Our motivation in this thesis is to explore the use of sparse models for applications involving sparse data. In some cases, we have made improvements over previous methods that fundamentally involved dense models fitted on, and applied to, sparse data. In other cases, we have adapted sparse models developed for dense data sets. Along the way, we have encountered a recurring issue: due to both subsampling and regularization, we are faced with a problem that sparse models may not adequately capture the full dimensionality of such data and may be inadequate for prediction on test data.
The utility of sparse models have been demonstrated in contexts with very high dimensional dense data. In this dissertation, we shall examine two applications and modeling methods involving sparse linear models and sparse matrix decompositions. Our first application involves natural language processing and ranking, the second involves recommendation systems and matrix factorization.

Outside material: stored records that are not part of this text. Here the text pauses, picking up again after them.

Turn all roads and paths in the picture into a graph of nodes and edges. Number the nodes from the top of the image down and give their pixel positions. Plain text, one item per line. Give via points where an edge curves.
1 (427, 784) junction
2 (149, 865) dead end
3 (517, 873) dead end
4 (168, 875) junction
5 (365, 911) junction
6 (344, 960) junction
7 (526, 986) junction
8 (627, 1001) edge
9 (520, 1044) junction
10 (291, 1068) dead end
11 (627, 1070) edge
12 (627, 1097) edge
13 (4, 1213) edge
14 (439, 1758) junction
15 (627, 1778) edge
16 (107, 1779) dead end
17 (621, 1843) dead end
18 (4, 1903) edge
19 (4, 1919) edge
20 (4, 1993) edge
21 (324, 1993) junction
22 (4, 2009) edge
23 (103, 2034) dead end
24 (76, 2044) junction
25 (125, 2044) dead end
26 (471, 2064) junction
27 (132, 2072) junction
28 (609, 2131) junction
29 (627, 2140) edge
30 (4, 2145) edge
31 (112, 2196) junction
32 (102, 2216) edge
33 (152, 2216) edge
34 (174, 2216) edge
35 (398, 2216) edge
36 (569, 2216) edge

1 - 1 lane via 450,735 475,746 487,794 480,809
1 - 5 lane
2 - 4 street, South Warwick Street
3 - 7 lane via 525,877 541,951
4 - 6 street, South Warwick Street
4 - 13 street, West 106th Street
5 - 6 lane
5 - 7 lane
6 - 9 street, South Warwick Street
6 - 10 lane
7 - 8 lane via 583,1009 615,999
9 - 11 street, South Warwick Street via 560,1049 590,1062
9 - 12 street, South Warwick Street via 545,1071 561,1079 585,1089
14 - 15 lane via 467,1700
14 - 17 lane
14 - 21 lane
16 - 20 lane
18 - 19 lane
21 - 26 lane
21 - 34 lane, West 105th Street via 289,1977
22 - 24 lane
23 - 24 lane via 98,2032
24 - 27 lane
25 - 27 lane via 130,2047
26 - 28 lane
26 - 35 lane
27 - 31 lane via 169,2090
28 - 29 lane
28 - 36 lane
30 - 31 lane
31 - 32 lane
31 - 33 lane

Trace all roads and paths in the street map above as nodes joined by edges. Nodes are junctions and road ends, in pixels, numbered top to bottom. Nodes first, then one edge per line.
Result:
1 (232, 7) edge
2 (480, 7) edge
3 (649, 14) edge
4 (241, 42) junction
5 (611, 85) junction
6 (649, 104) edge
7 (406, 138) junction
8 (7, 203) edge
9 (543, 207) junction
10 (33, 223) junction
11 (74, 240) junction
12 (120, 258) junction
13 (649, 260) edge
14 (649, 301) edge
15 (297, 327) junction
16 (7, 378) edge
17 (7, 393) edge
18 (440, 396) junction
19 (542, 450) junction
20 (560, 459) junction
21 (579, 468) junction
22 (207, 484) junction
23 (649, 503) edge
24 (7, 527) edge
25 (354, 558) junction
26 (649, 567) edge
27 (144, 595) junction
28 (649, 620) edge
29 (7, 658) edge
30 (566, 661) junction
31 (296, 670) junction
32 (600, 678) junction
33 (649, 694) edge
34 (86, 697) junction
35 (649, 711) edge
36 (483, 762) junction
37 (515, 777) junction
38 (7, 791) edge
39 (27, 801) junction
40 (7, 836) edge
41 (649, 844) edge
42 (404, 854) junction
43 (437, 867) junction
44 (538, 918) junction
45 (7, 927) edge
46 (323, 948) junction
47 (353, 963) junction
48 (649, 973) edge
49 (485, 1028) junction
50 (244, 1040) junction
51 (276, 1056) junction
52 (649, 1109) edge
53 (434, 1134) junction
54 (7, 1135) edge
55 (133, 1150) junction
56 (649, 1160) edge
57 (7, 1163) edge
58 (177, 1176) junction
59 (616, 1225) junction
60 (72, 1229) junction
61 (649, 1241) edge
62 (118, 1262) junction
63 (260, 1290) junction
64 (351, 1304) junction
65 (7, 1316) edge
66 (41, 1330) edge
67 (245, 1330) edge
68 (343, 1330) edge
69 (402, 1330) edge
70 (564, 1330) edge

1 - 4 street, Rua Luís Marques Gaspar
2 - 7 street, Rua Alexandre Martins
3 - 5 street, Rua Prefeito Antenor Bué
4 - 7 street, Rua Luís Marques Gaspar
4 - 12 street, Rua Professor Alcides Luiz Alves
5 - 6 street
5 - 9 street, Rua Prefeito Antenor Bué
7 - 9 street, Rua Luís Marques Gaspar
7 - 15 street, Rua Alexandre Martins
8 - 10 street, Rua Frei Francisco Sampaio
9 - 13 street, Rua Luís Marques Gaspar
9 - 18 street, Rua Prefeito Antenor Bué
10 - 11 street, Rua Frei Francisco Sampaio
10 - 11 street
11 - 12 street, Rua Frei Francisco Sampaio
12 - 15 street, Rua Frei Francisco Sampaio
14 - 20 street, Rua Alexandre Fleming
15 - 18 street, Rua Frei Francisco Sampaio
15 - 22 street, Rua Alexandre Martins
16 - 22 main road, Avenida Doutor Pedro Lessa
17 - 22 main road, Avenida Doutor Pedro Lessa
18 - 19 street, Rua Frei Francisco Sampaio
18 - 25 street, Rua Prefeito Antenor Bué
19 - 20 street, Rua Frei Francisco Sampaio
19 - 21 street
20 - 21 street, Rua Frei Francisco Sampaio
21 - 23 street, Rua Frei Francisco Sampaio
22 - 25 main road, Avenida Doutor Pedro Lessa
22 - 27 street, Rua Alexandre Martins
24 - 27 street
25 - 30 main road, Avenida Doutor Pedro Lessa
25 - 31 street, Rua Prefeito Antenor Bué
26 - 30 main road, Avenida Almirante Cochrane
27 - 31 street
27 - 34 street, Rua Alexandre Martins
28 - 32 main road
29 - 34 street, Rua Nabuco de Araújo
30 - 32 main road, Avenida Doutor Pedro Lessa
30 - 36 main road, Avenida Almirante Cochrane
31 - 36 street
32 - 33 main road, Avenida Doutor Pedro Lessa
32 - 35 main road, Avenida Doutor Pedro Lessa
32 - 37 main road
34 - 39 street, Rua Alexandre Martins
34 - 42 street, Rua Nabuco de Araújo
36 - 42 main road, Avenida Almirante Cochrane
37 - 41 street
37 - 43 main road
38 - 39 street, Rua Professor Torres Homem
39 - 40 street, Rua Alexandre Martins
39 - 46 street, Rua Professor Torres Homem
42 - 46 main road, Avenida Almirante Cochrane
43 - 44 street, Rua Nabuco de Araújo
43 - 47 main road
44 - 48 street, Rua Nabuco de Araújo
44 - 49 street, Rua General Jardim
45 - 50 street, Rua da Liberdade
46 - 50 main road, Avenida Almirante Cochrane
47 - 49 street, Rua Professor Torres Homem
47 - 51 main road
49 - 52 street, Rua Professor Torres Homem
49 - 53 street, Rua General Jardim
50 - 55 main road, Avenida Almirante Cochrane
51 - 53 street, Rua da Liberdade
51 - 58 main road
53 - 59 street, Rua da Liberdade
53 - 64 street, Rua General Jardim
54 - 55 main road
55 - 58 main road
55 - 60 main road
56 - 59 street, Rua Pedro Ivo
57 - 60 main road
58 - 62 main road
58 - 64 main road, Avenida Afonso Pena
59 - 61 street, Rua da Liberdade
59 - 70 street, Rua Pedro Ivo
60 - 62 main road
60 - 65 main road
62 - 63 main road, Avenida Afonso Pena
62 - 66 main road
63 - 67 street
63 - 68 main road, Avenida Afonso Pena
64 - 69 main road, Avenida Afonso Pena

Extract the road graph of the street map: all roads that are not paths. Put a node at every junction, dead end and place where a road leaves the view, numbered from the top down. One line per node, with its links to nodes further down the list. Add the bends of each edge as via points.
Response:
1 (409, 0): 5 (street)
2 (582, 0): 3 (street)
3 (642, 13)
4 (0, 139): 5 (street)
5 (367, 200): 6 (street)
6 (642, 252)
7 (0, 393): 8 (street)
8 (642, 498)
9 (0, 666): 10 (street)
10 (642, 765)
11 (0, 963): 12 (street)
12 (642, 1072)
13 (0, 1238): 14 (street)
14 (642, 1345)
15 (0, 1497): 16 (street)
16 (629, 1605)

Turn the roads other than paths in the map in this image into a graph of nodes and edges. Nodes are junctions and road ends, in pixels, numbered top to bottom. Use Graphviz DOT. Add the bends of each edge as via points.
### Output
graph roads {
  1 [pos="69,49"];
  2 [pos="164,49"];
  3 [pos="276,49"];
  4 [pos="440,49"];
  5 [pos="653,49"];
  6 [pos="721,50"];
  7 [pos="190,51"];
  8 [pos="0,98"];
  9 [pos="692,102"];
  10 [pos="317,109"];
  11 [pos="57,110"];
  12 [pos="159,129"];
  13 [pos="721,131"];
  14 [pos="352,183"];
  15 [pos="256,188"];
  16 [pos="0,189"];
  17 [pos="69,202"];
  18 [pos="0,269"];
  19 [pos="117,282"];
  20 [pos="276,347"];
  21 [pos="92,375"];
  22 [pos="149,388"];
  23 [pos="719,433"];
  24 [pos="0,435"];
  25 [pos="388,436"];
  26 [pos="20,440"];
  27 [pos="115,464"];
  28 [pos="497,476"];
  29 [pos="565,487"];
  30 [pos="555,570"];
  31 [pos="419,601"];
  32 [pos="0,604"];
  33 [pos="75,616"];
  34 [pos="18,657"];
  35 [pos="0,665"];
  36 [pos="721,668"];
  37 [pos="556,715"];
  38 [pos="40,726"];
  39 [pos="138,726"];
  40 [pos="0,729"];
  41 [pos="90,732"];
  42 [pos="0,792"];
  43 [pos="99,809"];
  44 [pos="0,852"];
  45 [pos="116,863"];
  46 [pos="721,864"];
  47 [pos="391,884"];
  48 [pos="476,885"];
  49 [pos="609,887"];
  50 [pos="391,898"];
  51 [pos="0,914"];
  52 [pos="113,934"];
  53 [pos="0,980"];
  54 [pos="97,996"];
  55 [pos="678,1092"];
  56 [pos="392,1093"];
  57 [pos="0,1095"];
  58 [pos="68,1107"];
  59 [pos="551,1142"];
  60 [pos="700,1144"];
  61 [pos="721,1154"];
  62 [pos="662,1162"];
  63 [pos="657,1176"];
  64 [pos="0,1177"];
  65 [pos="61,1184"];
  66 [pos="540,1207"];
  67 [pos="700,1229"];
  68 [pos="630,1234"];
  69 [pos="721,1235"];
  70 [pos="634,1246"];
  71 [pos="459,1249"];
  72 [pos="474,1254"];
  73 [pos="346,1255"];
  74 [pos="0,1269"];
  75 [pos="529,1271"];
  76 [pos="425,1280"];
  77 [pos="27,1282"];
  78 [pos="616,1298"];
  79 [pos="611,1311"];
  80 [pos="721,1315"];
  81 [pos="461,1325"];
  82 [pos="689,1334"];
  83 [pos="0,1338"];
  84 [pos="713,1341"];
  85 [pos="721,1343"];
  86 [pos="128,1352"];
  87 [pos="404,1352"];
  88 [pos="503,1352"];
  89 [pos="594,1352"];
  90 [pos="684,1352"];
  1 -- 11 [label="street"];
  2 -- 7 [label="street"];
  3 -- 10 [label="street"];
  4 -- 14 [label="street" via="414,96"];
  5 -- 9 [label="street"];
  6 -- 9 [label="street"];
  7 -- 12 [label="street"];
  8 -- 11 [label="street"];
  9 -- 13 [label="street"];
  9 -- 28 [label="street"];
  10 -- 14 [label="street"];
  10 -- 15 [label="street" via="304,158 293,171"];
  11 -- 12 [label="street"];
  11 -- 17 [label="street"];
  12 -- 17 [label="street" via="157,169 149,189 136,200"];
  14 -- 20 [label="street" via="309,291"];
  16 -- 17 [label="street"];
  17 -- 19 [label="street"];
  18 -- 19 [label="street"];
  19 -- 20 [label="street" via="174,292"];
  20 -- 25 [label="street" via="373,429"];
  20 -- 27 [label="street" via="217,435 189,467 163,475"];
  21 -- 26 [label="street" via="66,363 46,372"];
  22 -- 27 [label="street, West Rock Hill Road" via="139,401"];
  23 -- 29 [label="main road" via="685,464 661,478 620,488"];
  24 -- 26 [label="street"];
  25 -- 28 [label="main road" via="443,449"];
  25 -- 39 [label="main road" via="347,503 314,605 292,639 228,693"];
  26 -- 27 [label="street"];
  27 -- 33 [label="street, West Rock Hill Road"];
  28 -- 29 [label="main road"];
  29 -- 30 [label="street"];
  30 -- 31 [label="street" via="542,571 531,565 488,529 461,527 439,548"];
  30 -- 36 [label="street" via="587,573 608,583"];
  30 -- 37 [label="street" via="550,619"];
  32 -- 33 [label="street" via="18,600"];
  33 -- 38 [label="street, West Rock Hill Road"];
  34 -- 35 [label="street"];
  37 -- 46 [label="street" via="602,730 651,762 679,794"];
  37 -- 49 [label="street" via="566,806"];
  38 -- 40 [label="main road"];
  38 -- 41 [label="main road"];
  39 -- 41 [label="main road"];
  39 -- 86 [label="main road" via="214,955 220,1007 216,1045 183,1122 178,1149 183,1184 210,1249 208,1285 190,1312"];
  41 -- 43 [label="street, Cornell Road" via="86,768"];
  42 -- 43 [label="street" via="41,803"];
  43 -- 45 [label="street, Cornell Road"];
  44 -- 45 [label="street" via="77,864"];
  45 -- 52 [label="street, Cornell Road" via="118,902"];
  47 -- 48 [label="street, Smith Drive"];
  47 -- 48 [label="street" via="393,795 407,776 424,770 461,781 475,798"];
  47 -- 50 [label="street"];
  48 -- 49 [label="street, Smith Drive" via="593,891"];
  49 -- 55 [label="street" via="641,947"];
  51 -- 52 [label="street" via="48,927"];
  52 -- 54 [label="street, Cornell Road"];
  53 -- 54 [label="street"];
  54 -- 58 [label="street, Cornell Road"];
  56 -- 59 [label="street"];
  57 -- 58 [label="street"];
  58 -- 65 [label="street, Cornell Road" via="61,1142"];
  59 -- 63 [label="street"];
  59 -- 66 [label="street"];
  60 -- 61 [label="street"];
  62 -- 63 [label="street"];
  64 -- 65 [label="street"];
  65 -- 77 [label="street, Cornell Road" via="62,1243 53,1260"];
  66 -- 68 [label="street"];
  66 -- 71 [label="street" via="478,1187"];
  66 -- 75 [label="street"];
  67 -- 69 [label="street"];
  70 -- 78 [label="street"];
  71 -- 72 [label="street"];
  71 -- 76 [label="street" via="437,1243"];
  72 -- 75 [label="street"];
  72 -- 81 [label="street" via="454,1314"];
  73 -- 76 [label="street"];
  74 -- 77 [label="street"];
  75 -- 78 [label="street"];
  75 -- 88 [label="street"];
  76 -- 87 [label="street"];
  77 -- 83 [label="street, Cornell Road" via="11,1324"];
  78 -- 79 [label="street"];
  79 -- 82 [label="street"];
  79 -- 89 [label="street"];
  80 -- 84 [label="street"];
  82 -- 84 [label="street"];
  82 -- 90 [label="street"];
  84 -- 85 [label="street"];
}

In Chapter 2, we developed a novel and powerful visualization system. We named our system Bonsai as it enables a curated process of developing trees that partition the joint space of data and models. By exploring the product space of the space of training data, the space of modeling parameters, and the space of test data, we can explore how our models are developed based on the constraints imposed and the data they attempt to model or predict. More generally, we believe we have introduced a very fruitful means of exploring a multiplicity of models and a multiplicity of data samples.
Chapter 3 is based on our work in the Netflix Prize competition. In contrast to others' use of dense models for this sparse data, we sought to introduce modeling methods with tunable sparsity. In this work, we found striking difficulties in modeling the data with sparse models, and identified concerns about the utility of sparse models for sparse data.
In conclusion, this thesis presents several methods, and limitations of such methods, for modeling sparse data with sparse models. These limitations are suggestive of new directions to pursue. In particular, we are optimistic that future research in modeling methods may find new ways to tune models for density, when applied to sparse data, just as much research on models for dense data has involved tuning models for sparsity.